**Records for processing**
- - - - - - -
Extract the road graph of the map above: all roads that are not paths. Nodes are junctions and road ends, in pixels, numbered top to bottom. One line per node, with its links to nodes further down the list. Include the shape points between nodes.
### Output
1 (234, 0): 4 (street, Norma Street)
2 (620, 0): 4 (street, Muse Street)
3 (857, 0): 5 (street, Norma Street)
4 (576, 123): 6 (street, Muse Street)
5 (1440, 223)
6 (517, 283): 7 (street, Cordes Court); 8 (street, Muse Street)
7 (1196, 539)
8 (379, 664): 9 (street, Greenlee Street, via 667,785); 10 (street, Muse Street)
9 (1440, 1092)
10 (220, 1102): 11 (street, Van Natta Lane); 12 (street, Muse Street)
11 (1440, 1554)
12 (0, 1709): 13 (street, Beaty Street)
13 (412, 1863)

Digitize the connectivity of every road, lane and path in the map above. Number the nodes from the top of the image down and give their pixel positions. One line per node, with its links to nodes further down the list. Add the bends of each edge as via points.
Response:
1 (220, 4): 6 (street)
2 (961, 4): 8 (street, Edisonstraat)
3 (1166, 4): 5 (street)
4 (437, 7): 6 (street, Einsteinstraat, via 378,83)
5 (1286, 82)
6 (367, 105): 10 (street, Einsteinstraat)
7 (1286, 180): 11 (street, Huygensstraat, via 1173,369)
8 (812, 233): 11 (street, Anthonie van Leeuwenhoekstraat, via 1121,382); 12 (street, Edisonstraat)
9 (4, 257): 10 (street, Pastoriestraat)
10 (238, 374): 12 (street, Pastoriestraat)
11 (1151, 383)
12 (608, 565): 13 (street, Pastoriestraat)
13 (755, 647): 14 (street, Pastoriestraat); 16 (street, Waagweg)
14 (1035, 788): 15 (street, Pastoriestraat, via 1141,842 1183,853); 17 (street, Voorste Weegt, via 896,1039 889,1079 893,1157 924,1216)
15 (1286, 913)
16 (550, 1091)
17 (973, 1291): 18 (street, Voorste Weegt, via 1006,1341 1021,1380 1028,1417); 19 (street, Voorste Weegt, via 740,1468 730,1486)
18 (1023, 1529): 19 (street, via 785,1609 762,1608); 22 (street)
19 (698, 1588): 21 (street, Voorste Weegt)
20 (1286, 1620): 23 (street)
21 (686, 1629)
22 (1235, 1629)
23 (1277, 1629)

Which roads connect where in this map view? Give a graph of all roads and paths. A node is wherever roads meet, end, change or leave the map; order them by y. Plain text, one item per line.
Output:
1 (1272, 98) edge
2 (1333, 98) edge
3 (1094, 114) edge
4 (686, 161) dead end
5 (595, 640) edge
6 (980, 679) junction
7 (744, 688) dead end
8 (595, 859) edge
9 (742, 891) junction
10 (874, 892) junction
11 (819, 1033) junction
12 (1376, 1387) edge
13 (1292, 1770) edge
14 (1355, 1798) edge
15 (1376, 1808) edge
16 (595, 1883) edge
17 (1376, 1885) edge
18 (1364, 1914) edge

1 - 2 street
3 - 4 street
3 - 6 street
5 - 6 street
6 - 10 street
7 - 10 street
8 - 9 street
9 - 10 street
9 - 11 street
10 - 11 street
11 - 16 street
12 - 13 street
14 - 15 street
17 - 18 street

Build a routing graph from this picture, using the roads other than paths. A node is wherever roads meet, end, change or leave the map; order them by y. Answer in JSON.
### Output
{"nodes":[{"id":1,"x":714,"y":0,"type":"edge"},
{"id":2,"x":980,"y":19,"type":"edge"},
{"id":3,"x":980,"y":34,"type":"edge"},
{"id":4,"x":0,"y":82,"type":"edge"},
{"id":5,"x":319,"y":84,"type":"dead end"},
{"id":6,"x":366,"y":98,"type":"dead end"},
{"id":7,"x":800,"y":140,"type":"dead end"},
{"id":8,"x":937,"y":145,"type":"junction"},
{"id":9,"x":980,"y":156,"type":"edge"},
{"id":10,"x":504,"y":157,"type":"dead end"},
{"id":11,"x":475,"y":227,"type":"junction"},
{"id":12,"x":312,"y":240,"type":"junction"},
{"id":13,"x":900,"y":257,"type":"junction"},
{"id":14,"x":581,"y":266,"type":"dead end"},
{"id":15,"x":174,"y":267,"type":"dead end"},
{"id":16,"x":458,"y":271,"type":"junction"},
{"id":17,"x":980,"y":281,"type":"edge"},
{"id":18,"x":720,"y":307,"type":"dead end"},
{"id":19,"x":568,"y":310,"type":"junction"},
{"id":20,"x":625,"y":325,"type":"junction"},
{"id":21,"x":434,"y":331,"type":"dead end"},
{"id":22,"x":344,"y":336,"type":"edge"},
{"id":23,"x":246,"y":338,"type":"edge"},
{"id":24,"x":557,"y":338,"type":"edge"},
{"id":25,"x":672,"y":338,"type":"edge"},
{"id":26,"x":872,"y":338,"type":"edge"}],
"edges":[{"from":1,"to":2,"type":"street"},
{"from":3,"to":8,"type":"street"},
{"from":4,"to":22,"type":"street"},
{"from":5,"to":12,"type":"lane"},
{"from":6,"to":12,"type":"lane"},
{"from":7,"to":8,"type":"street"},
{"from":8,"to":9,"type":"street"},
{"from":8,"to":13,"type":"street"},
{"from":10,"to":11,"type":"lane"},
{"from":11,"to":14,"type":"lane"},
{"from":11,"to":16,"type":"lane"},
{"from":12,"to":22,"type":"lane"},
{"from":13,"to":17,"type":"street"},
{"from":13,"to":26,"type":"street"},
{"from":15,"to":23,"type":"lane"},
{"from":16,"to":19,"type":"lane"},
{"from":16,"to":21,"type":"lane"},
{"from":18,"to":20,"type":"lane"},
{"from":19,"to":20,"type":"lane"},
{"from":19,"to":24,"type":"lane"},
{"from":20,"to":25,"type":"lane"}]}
- - - - - - -
**Assignment**
In the records, which lines mention the word "graph"? Copy those lines.

**Solution to this problem**
Extract the road graph of the map above: all roads that are not paths. Nodes are junctions and road ends, in pixels, numbered top to bottom. One line per node, with its links to nodes further down the list. Include the shape points between nodes.
Which roads connect where in this map view? Give a graph of all roads and paths. A node is wherever roads meet, end, change or leave the map; order them by y. Plain text, one item per line.
Build a routing graph from this picture, using the roads other than paths. A node is wherever roads meet, end, change or leave the map; order them by y. Answer in JSON.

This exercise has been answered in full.